> [Aim of the task]: Scan the entries for lines with the word "Innerhareth" and copy those lines.

________________

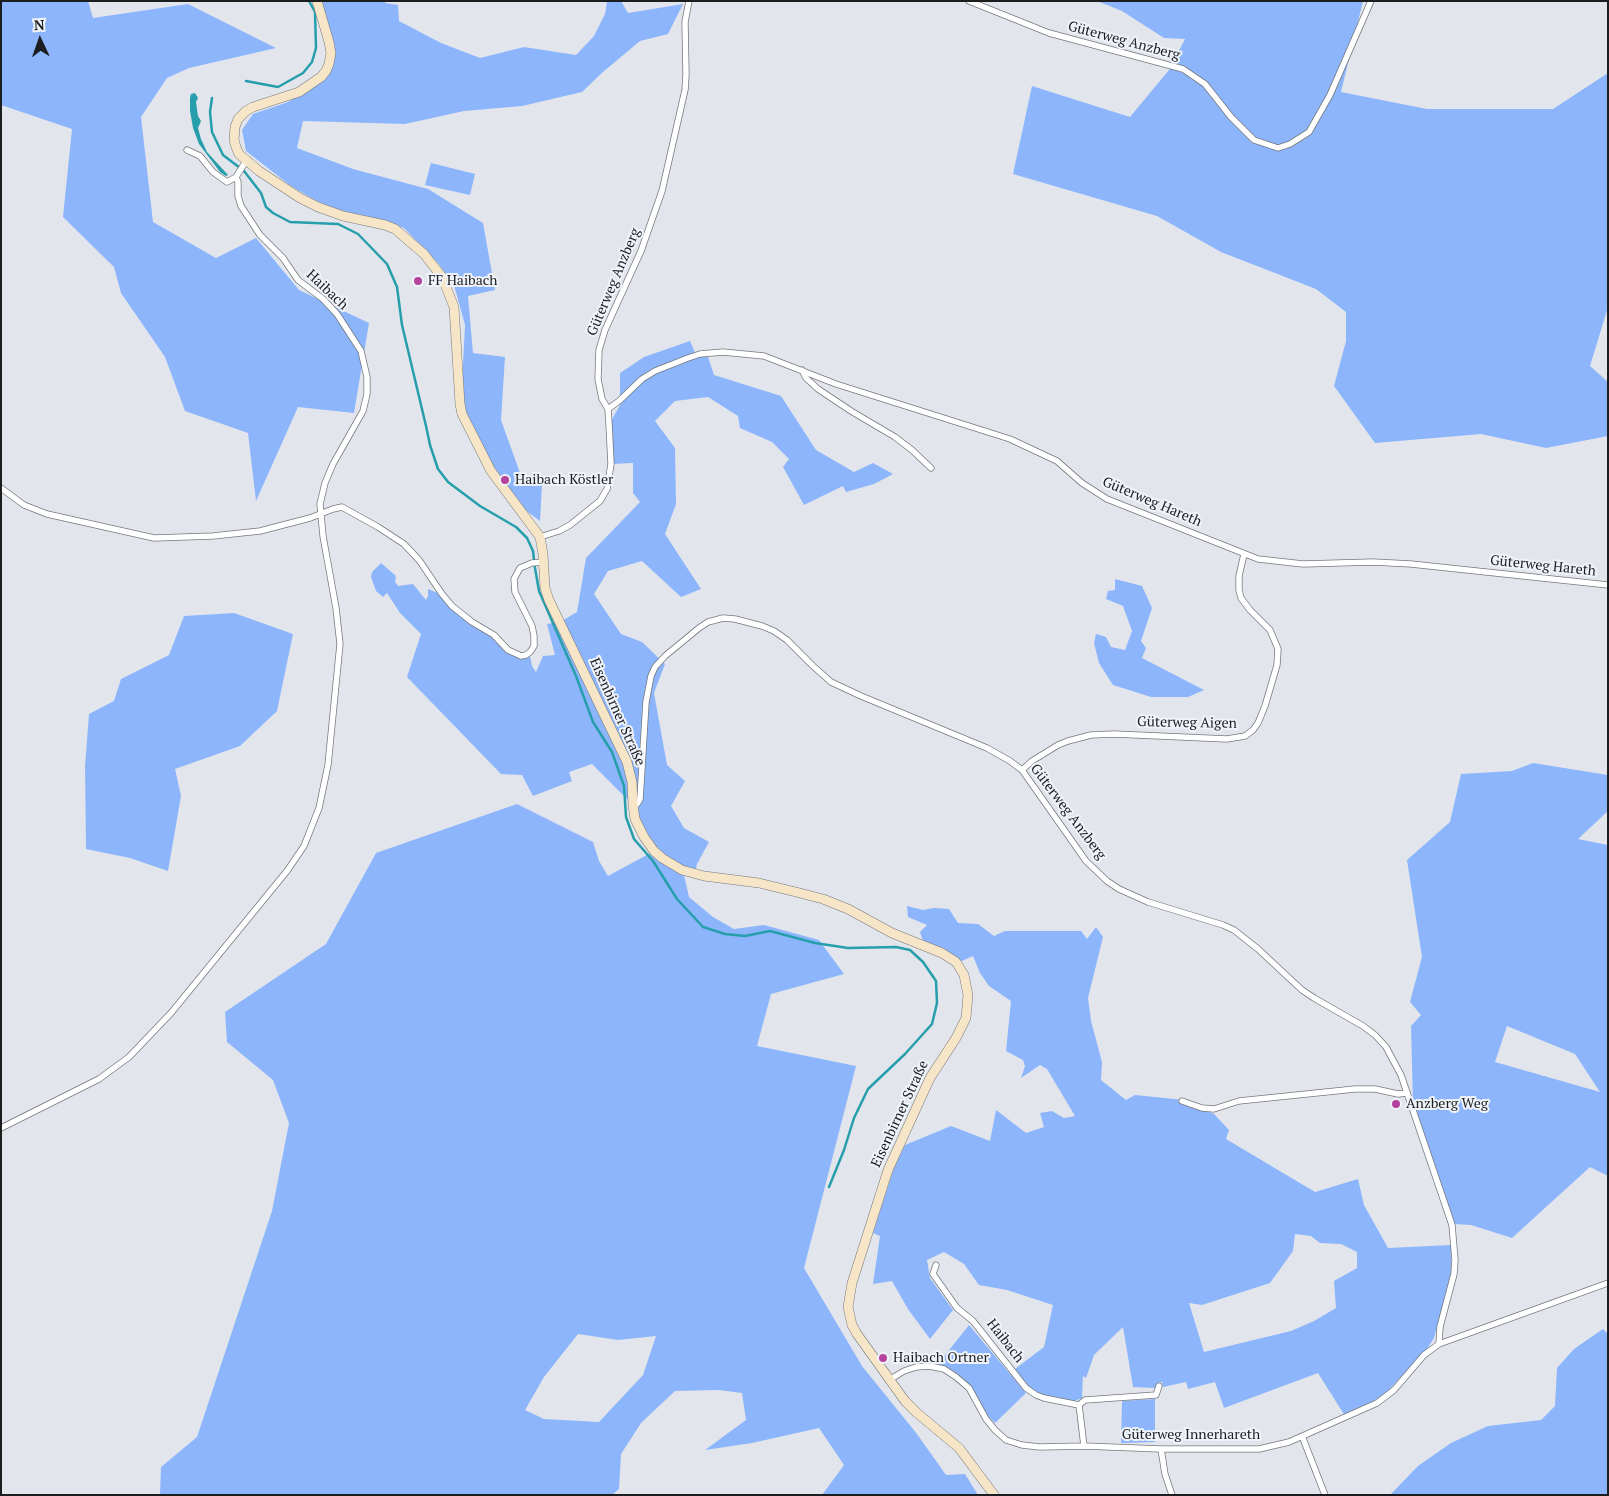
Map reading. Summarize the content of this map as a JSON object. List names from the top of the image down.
{
  "streets": {
    "main road": ["Eisenbirner Straße"],
    "street": [
      "Güterweg Anzberg",
      "Haibach",
      "Güterweg Hareth",
      "Güterweg Aigen",
      "Güterweg Innerhareth"
    ]
  },
  "crossings": [
    ["Güterweg Anzberg", "Güterweg Hareth"],
    ["Güterweg Anzberg", "Eisenbirner Straße"],
    ["Güterweg Anzberg", "Güterweg Aigen"],
    ["Güterweg Anzberg", "Güterweg Innerhareth"],
    ["Güterweg Hareth", "Güterweg Aigen"],
    ["Eisenbirner Straße", "Güterweg Innerhareth"]
  ],
  "places": [
    "FF Haibach",
    "Haibach Köstler",
    "Anzberg Weg",
    "Haibach Ortner"
  ],
  "north": "top"
}
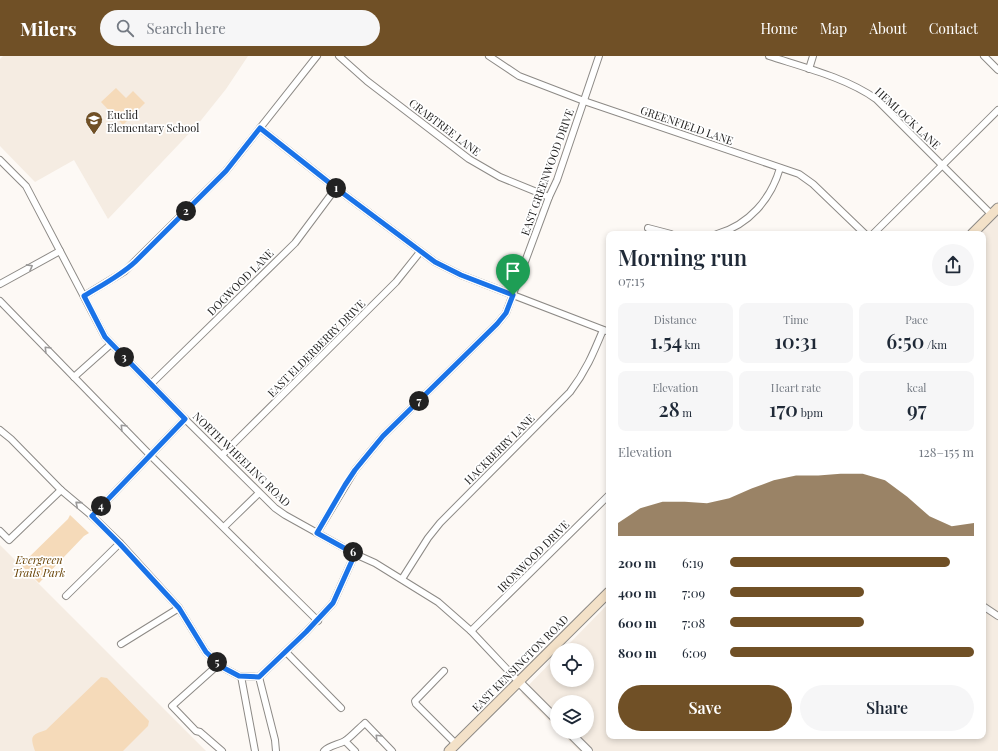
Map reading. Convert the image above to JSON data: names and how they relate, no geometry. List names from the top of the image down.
{
  "streets": {
    "main road": ["EAST KENSINGTON ROAD"],
    "street": [
      "HEMLOCK LANE",
      "GREENFIELD LANE",
      "CRABTREE LANE",
      "EAST GREENWOOD DRIVE",
      "DOGWOOD LANE",
      "EAST ELDERBERRY DRIVE",
      "HACKBERRY LANE",
      "NORTH WHEELING ROAD",
      "IRONWOOD DRIVE"
    ]
  },
  "crossings": [
    ["GREENFIELD LANE", "EAST GREENWOOD DRIVE"],
    ["CRABTREE LANE", "EAST GREENWOOD DRIVE"],
    ["EAST GREENWOOD DRIVE", "NORTH WHEELING ROAD"],
    ["DOGWOOD LANE", "NORTH WHEELING ROAD"],
    ["EAST ELDERBERRY DRIVE", "NORTH WHEELING ROAD"],
    ["HACKBERRY LANE", "NORTH WHEELING ROAD"],
    ["NORTH WHEELING ROAD", "IRONWOOD DRIVE"],
    ["NORTH WHEELING ROAD", "EAST KENSINGTON ROAD"]
  ],
  "parks": ["Evergreen Trails Park"],
  "places": {
    "school or university": ["Euclid Elementary School"]
  },
  "page": {
    "header": "Milers",
    "search": "Search here",
    "nav": [
      "Home",
      "Map",
      "About",
      "Contact"
    ],
    "pins": [
      "1",
      "2",
      "3",
      "7",
      "4",
      "6",
      "5"
    ],
    "heading": ["Morning run", "07:15"],
    "stats": [
      ["Distance", "1.54 km"],
      ["Time", "10:31"],
      ["Pace", "6:50 /km"],
      ["Elevation", "28 m"],
      ["Heart rate", "170 bpm"],
      ["kcal", "97"]
    ],
    "chart": ["Elevation", "128–155 m"],
    "list": [
      {
        "name": "200 m",
        "note": "6:19"
      },
      {
        "name": "400 m",
        "note": "7:09"
      },
      {
        "name": "600 m",
        "note": "7:08"
      },
      {
        "name": "800 m",
        "note": "6:09"
      }
    ],
    "buttons": ["Save", "Share"]
  }
}
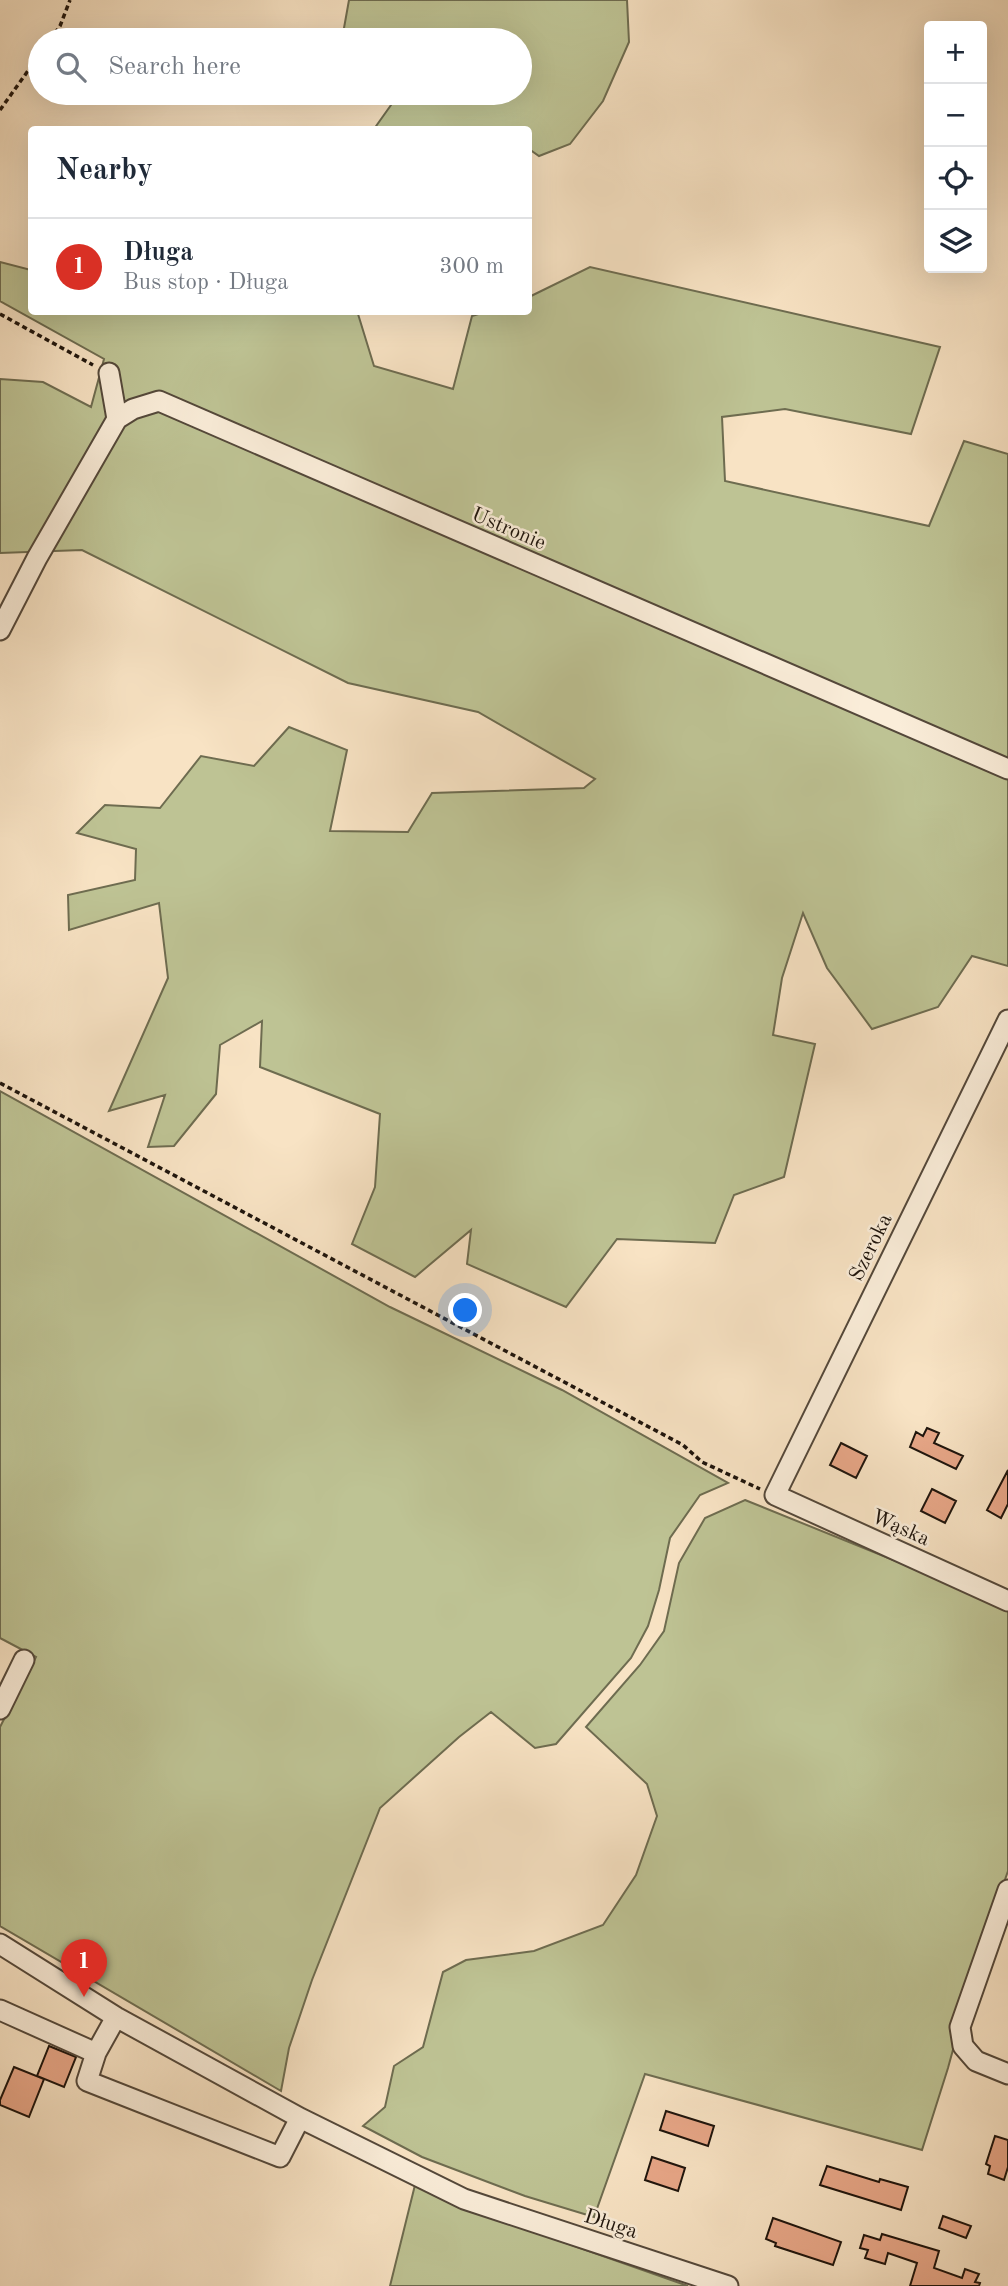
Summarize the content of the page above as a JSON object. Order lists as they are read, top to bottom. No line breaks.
{"streets":{"street":["Ustronie","Szeroka","Wąska","Długa"]},"crossings":[["Szeroka","Wąska"]],"page":{"map_buttons":["+","−"],"search":"Search here","heading":"Nearby","list":[{"mark":"1","name":"Długa","note":"Bus stop · Długa","value":"300 m"}],"pins":"1"}}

________________

> [Output below]:
      "Güterweg Innerhareth"
    ["Güterweg Anzberg", "Güterweg Innerhareth"],
    ["Eisenbirner Straße", "Güterweg Innerhareth"]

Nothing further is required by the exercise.